The task =
The lines to copy run from the one containing "index dip: (1096, 958)" through the last line of the listing; copy them exactly and nothing more.

Content starts

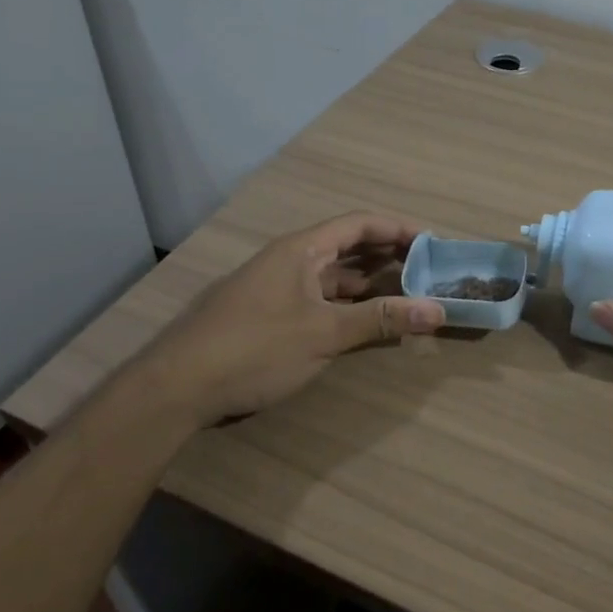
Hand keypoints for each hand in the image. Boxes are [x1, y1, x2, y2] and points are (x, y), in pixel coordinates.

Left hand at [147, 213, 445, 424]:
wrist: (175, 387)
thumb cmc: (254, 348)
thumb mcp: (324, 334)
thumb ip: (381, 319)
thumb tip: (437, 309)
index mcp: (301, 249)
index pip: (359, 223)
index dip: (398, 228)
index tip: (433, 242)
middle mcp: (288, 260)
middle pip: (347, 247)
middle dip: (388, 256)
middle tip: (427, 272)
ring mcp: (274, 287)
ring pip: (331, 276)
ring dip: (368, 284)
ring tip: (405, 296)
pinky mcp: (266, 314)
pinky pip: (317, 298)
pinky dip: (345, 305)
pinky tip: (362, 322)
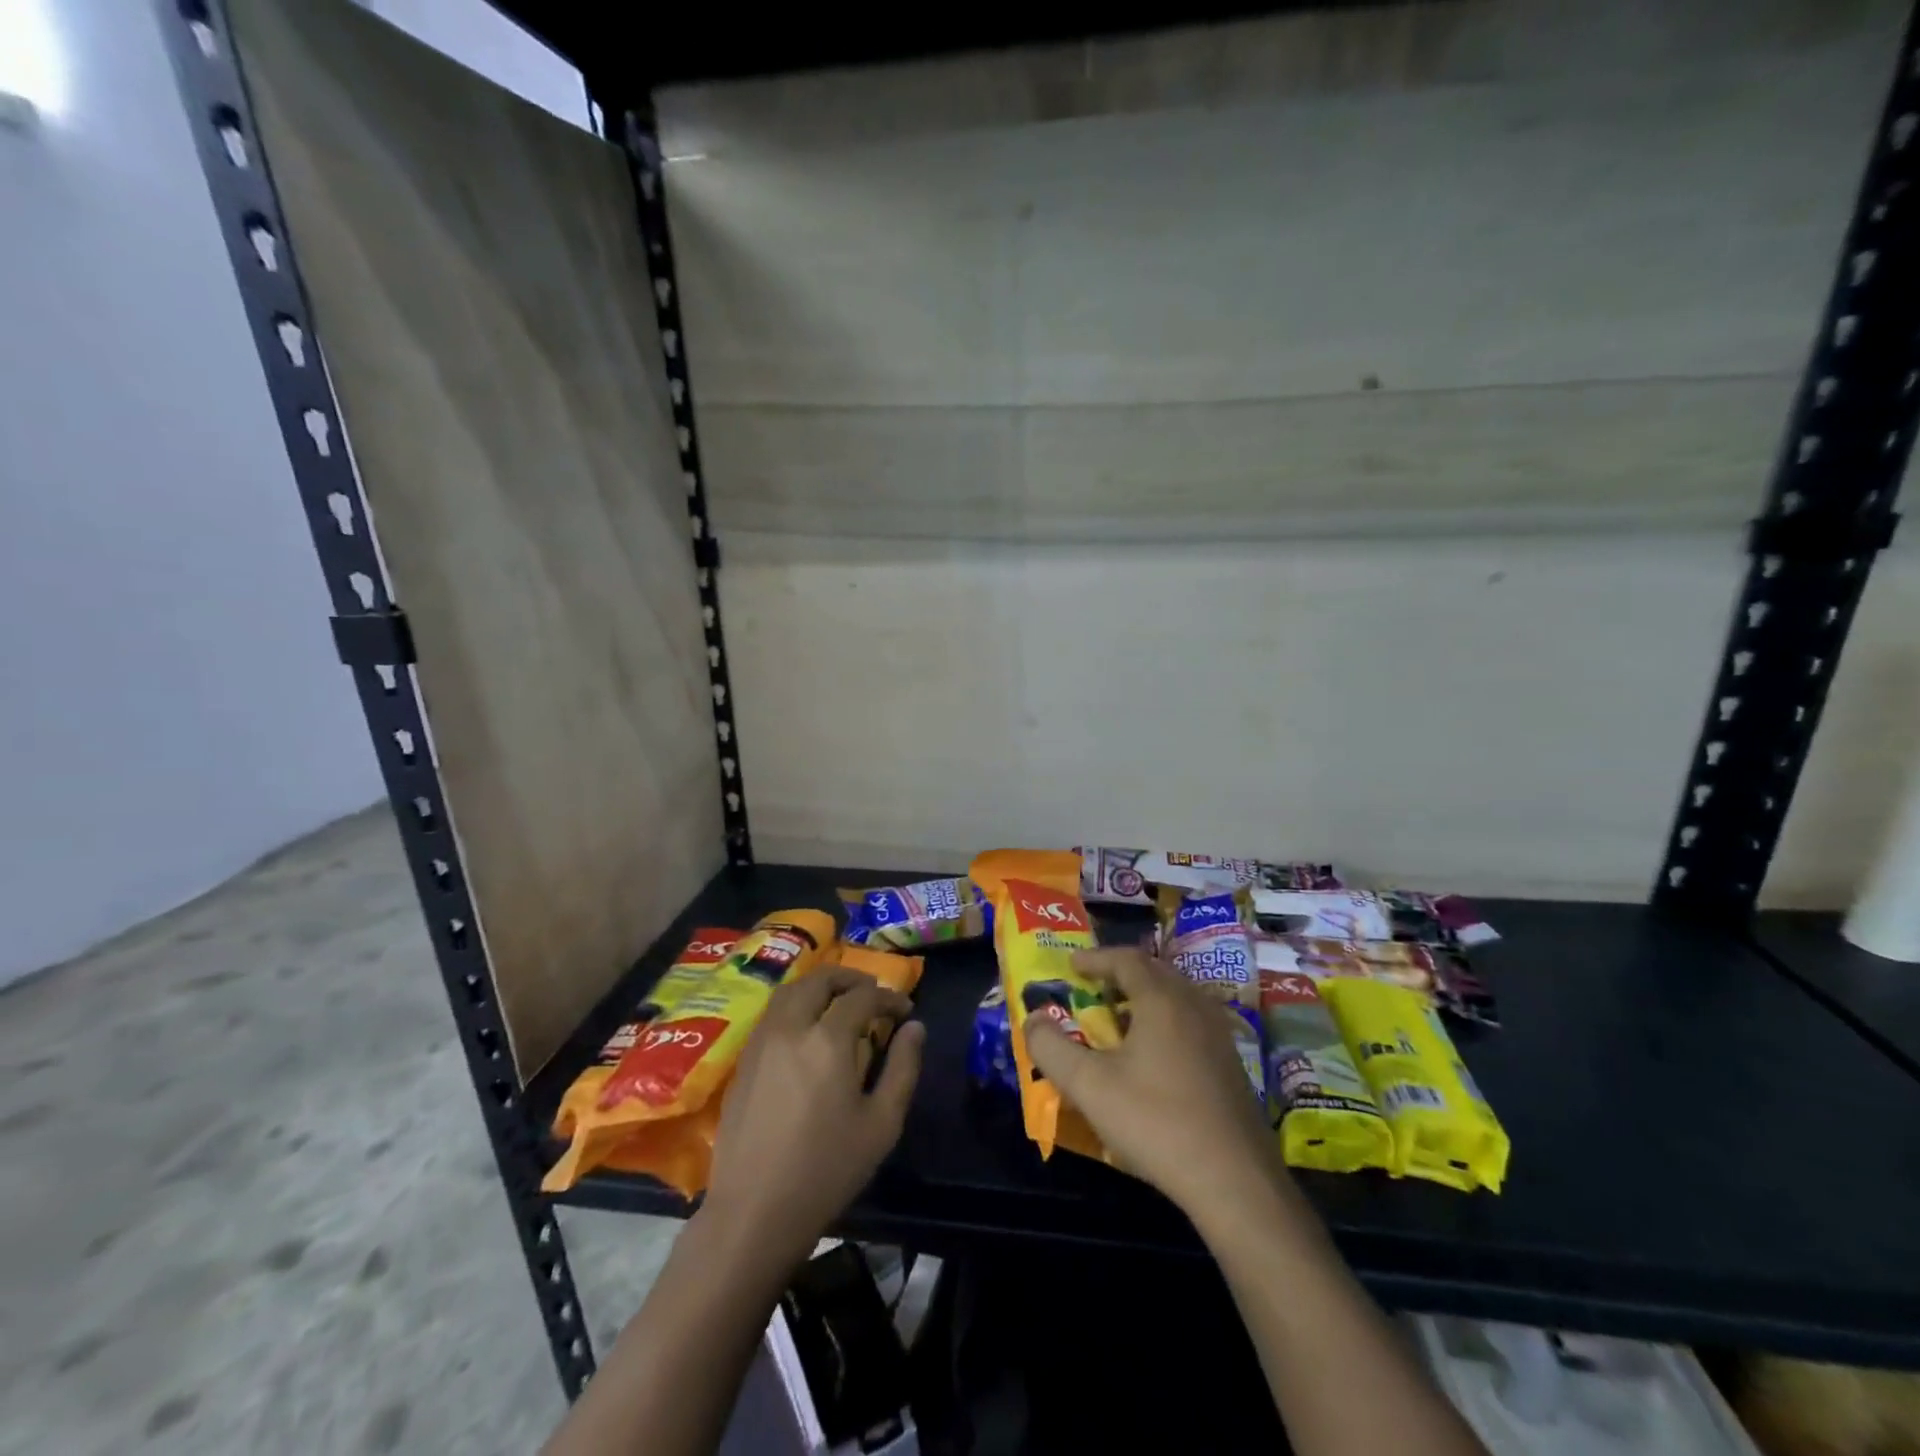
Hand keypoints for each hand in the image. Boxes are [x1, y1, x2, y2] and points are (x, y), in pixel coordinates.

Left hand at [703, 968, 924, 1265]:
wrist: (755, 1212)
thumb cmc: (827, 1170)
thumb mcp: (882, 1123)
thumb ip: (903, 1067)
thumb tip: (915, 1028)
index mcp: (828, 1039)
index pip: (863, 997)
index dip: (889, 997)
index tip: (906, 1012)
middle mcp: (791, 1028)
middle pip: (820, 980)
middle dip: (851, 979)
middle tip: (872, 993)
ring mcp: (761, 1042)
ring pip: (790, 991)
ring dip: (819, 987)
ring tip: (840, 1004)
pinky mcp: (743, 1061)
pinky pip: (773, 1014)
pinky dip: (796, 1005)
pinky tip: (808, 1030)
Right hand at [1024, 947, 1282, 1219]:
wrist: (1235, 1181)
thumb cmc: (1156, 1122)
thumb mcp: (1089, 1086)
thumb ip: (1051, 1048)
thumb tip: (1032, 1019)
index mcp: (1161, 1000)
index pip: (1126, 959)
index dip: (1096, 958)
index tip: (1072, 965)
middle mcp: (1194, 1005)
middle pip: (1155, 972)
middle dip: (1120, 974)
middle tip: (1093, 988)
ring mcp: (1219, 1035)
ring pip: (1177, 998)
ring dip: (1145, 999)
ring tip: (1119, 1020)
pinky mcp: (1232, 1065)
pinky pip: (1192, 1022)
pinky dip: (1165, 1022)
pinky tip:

Content ends

Solved problem =
index dip: (1096, 958)
index tip: (1072, 965)
middle mcp: (1194, 1005)
middle pip: (1155, 972)
middle dip: (1120, 974)
middle tip: (1093, 988)
ring mcp: (1219, 1035)
ring pip: (1177, 998)
ring dip: (1145, 999)
ring tip: (1119, 1020)
pinky mcp: (1232, 1065)
pinky pip: (1192, 1022)
pinky dip: (1165, 1022)
pinky tip:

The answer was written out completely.